Task instructions → If a line in the records below contains the word "from", copy it.

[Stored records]
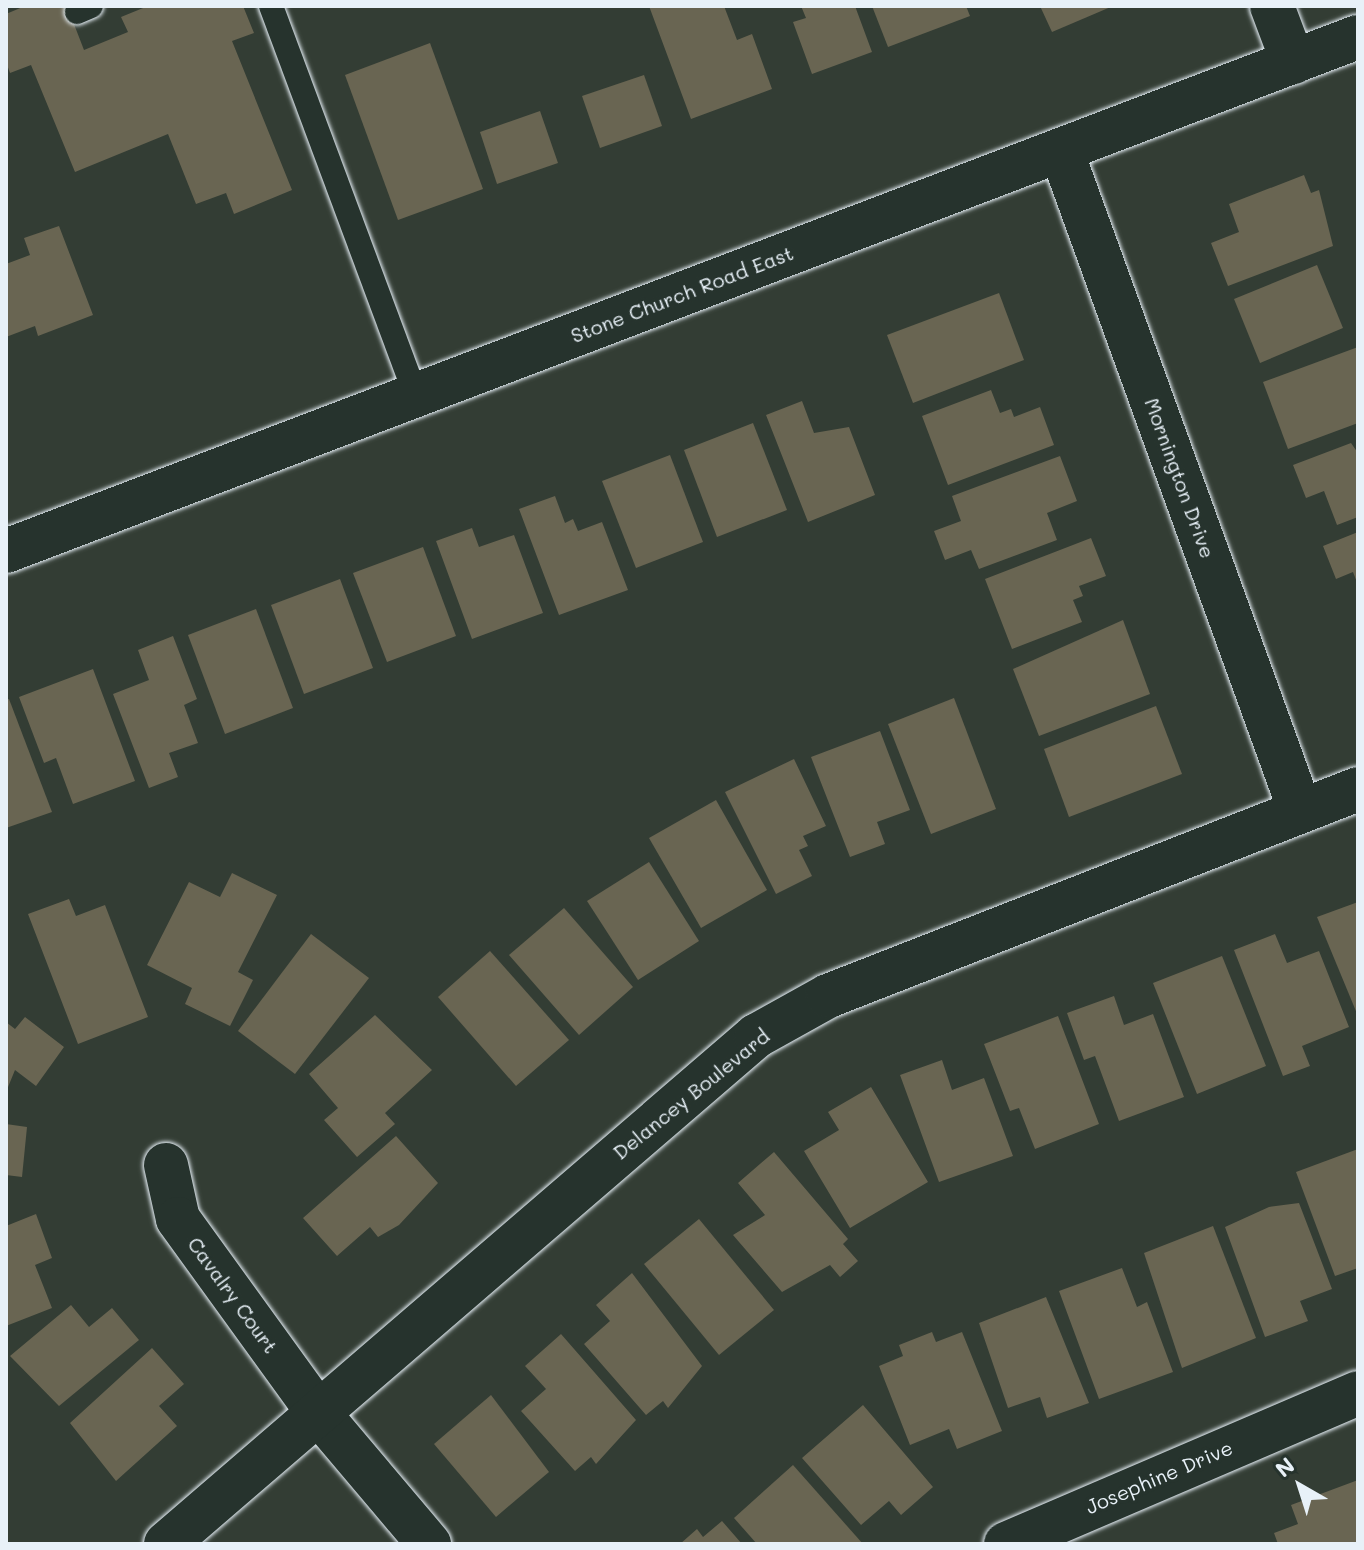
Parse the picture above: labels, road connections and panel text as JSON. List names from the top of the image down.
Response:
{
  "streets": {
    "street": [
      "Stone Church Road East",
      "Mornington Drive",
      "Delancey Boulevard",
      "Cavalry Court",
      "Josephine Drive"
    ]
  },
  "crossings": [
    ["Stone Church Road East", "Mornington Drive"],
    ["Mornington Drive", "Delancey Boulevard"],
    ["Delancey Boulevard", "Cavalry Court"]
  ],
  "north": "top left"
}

...

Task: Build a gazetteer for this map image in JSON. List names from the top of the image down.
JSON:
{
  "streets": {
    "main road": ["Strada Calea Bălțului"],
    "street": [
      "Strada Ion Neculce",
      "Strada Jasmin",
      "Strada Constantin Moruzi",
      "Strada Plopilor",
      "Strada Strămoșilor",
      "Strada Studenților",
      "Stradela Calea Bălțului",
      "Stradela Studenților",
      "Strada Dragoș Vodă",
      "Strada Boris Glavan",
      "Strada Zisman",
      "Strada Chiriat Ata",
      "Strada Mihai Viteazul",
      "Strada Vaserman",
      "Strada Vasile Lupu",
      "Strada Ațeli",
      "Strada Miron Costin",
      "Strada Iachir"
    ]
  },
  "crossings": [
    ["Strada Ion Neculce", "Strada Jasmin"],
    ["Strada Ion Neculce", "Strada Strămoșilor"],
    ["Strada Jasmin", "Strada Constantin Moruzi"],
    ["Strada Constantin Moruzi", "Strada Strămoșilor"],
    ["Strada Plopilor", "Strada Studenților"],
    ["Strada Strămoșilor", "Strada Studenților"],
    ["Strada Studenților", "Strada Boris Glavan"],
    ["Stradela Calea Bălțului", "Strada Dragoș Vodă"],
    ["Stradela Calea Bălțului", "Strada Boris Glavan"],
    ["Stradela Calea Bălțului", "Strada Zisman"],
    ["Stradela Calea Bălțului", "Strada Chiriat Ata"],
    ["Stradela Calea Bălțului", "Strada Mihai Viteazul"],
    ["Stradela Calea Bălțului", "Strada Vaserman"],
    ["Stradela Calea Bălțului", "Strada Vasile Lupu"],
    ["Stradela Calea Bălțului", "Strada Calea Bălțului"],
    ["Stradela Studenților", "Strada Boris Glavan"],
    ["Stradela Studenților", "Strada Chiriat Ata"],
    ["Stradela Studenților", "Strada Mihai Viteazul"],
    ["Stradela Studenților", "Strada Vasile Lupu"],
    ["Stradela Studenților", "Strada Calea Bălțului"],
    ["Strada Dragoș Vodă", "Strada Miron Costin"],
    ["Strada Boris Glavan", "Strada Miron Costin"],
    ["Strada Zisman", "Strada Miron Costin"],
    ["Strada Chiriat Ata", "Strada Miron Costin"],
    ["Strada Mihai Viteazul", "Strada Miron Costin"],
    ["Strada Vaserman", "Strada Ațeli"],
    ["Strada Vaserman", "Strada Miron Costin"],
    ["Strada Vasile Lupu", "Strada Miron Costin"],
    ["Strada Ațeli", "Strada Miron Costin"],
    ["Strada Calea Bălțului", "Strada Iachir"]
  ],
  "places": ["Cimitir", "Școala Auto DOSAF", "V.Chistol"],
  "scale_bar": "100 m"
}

Exercise answer →
Parse the picture above: labels, road connections and panel text as JSON. List names from the top of the image down.
Task: Build a gazetteer for this map image in JSON. List names from the top of the image down.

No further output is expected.